What the task requires: If you see a picture in the data below, omit it and copy the rest exactly.

(Dataset entries)
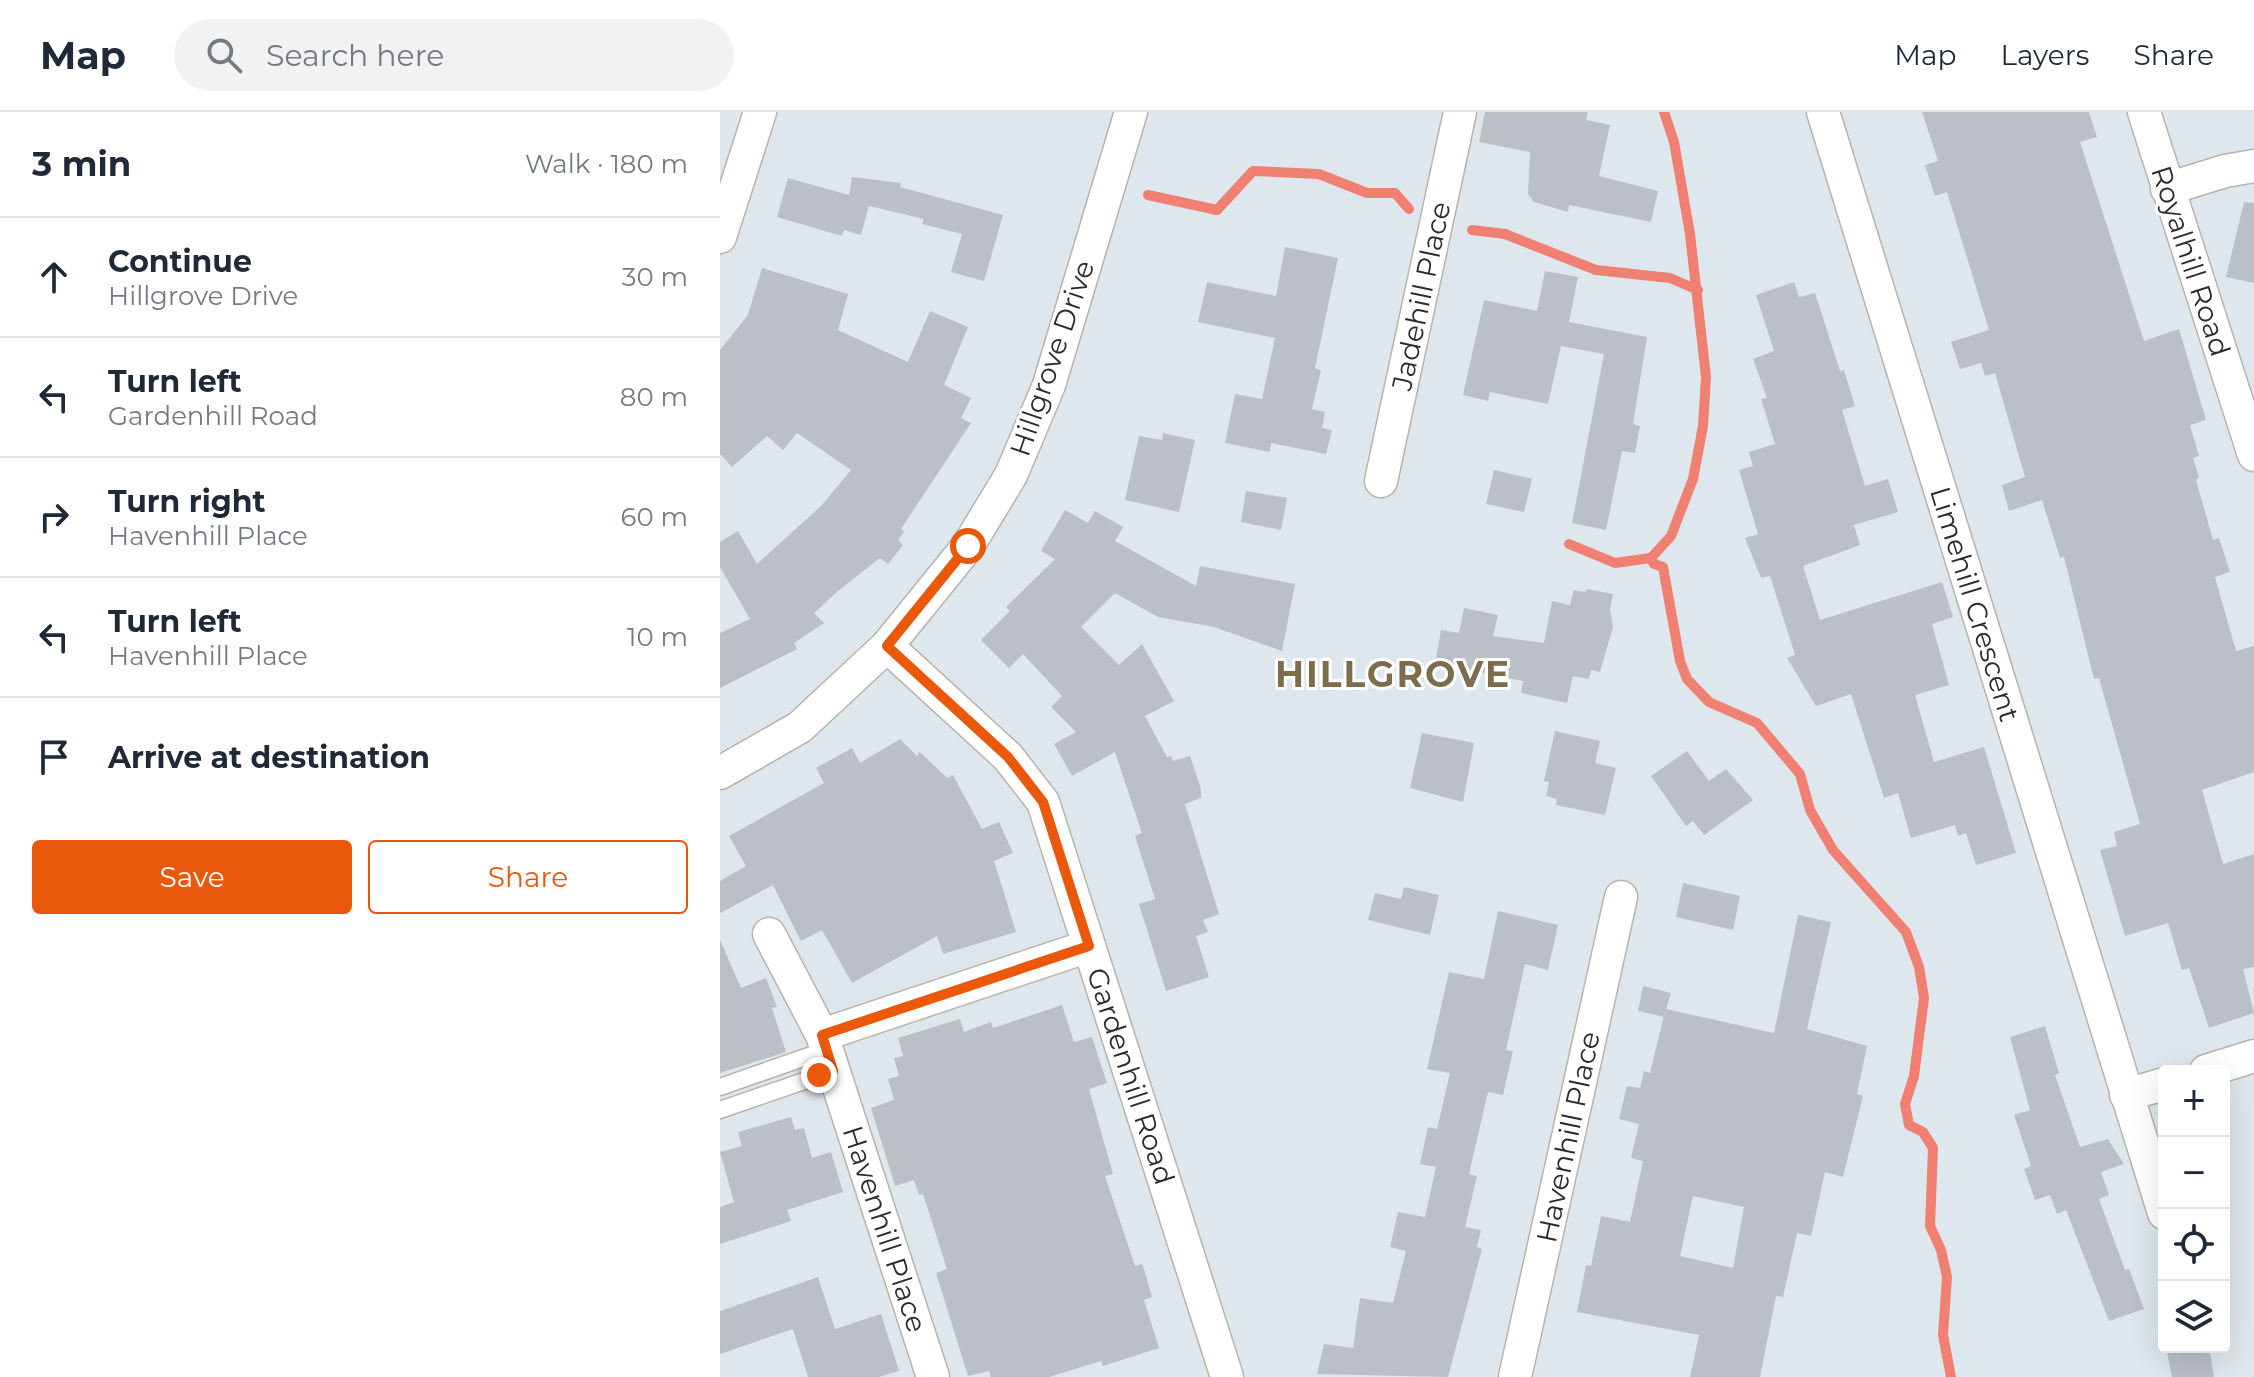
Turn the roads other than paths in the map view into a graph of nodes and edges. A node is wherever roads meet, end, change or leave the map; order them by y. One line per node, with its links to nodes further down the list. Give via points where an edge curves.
1 (760, 112): 8 (street)
2 (1131, 112): 11 (street, Hillgrove Drive, via 1049,385 1011,475 968,546)
3 (1460, 112): 10 (street, Jadehill Place)
4 (1823, 112): 21 (street, Limehill Crescent)
5 (2144, 112): 7 (street, Royalhill Road)
6 (2254, 166): 7 (street)
7 (2167, 189): 9 (street, Royalhill Road)
8 (720, 237)
9 (2254, 455)
10 (1381, 481)
11 (887, 646): 12 (street, Hillgrove Drive, via 800,727); 15 (street, Gardenhill Road, via 1008,757 1043,802)
12 (720, 773)
13 (1621, 897): 26 (street, Havenhill Place)
14 (769, 934): 16 (street, Havenhill Place)
15 (1089, 946): 16 (street); 25 (street, Gardenhill Road)
16 (827, 1052): 20 (lane); 22 (lane); 24 (street, Havenhill Place)
17 (2254, 1056): 18 (street)
18 (2225, 1065)
19 (2158, 1086): 21 (street)
20 (720, 1087)
21 (2126, 1095): 23 (street, Limehill Crescent)
22 (720, 1110)
23 (2163, 1209)
24 (933, 1377)
25 (1227, 1377)
26 (1515, 1377)

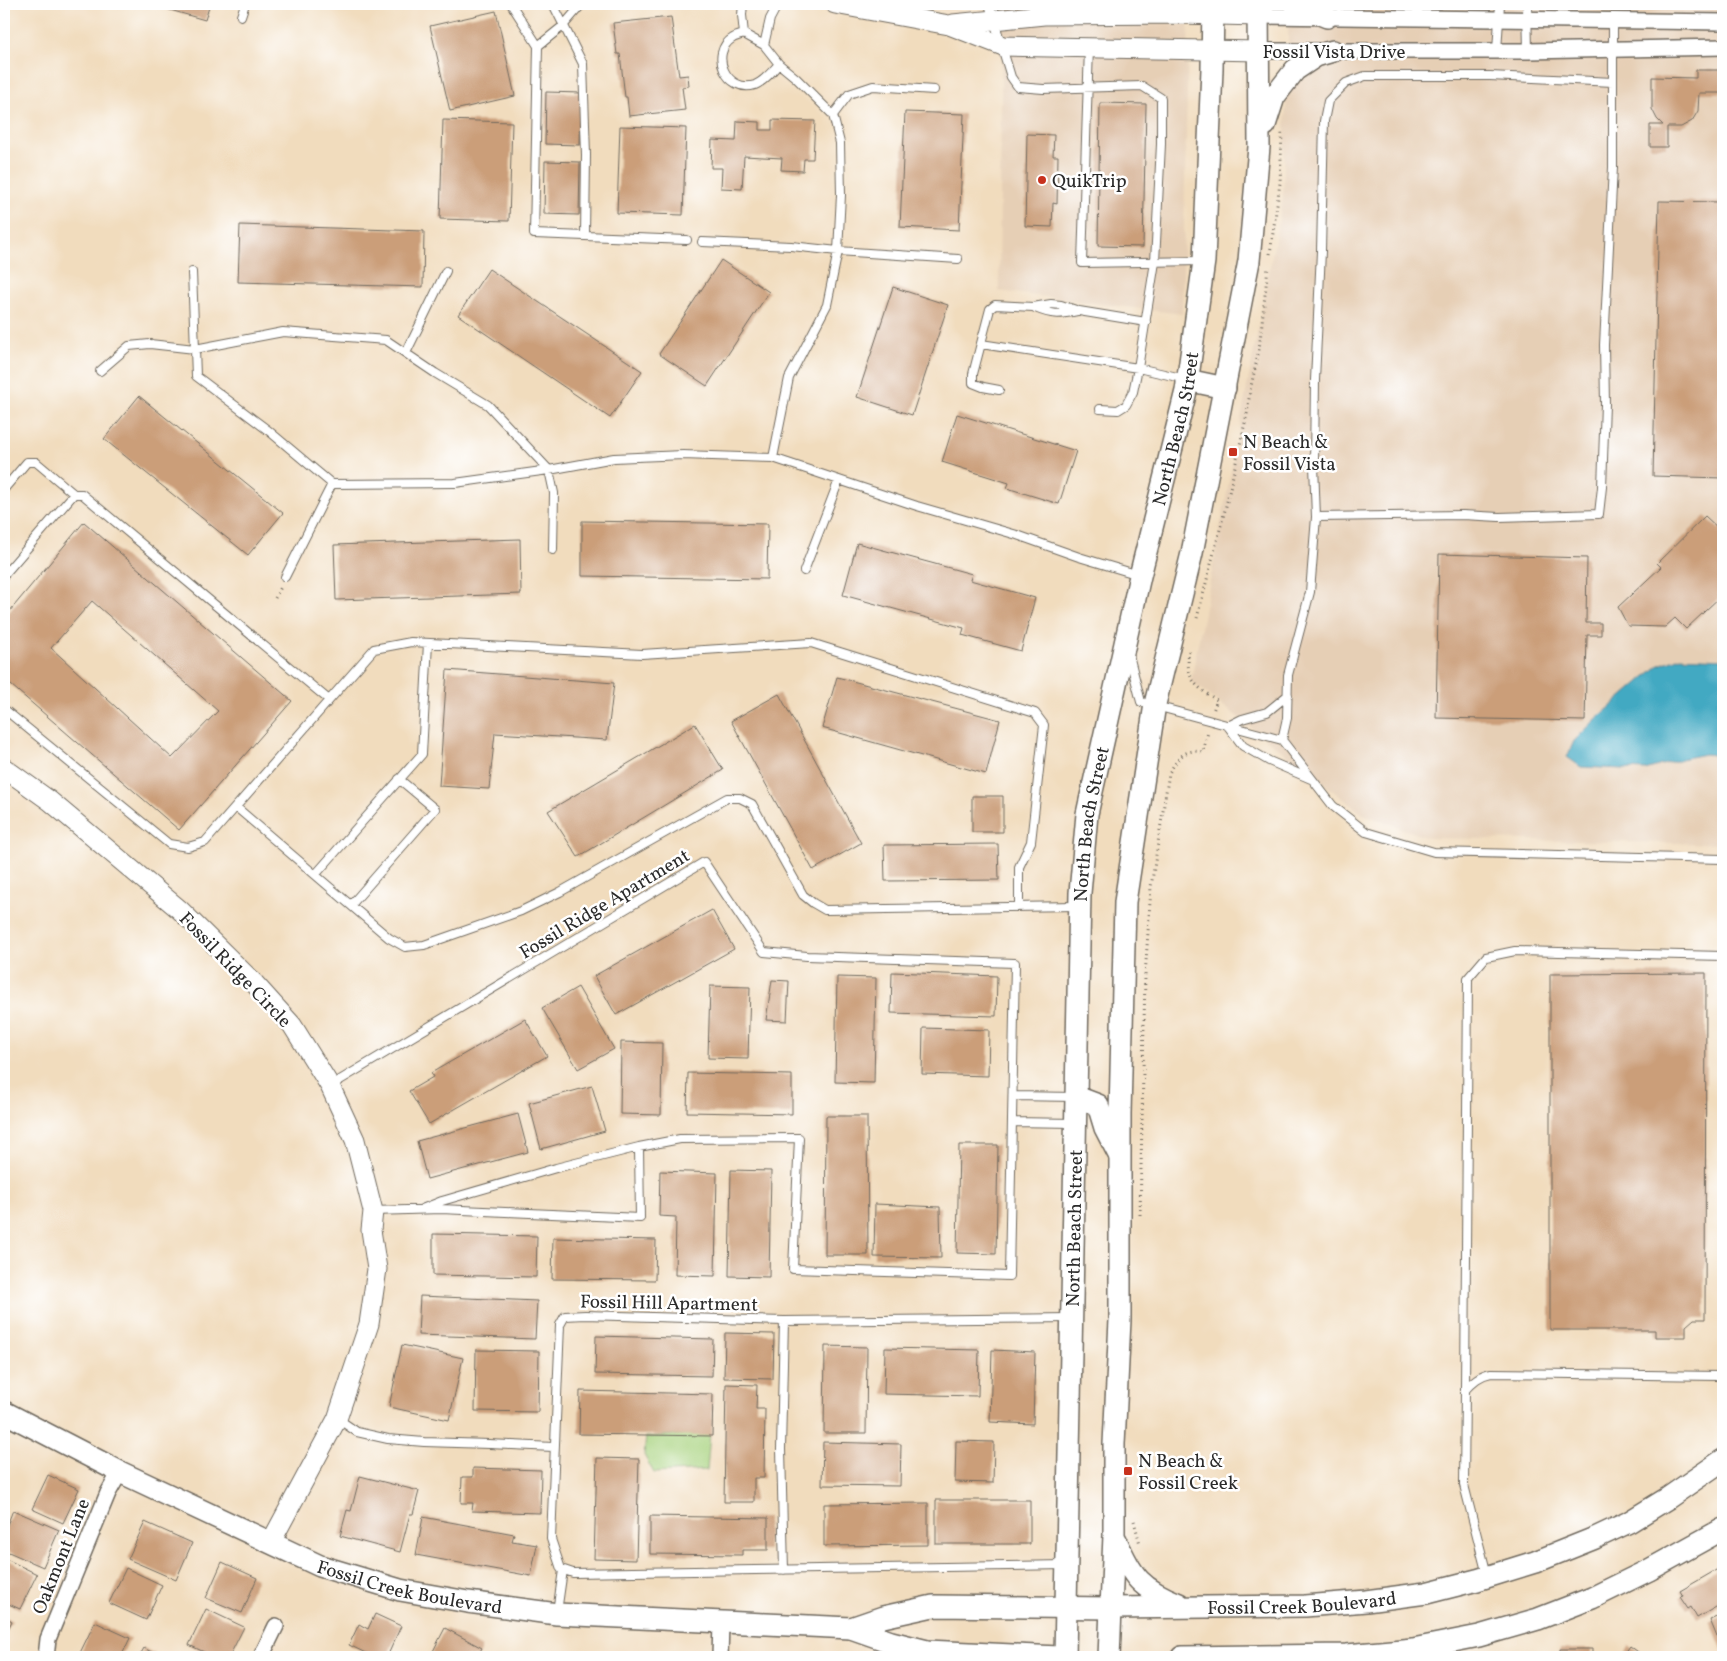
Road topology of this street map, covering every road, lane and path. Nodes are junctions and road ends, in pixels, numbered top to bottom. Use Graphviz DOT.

Answer section:
Turn the roads other than paths in the map view into a graph of nodes and edges. A node is wherever roads meet, end, change or leave the map; order them by y. One line per node, with its links to nodes further down the list. Give via points where an edge curves.
1 (760, 112): 8 (street)
2 (1131, 112): 11 (street, Hillgrove Drive, via 1049,385 1011,475 968,546)
3 (1460, 112): 10 (street, Jadehill Place)
4 (1823, 112): 21 (street, Limehill Crescent)
5 (2144, 112): 7 (street, Royalhill Road)
6 (2254, 166): 7 (street)
7 (2167, 189): 9 (street, Royalhill Road)
8 (720, 237)
9 (2254, 455)
10 (1381, 481)
11 (887, 646): 12 (street, Hillgrove Drive, via 800,727); 15 (street, Gardenhill Road, via 1008,757 1043,802)
12 (720, 773)
13 (1621, 897): 26 (street, Havenhill Place)
14 (769, 934): 16 (street, Havenhill Place)
15 (1089, 946): 16 (street); 25 (street, Gardenhill Road)
16 (827, 1052): 20 (lane); 22 (lane); 24 (street, Havenhill Place)
17 (2254, 1056): 18 (street)
18 (2225, 1065)
19 (2158, 1086): 21 (street)
20 (720, 1087)
21 (2126, 1095): 23 (street, Limehill Crescent)
22 (720, 1110)
23 (2163, 1209)
24 (933, 1377)
25 (1227, 1377)
26 (1515, 1377)

Road topology of this street map, covering every road, lane and path. Nodes are junctions and road ends, in pixels, numbered top to bottom. Use Graphviz DOT.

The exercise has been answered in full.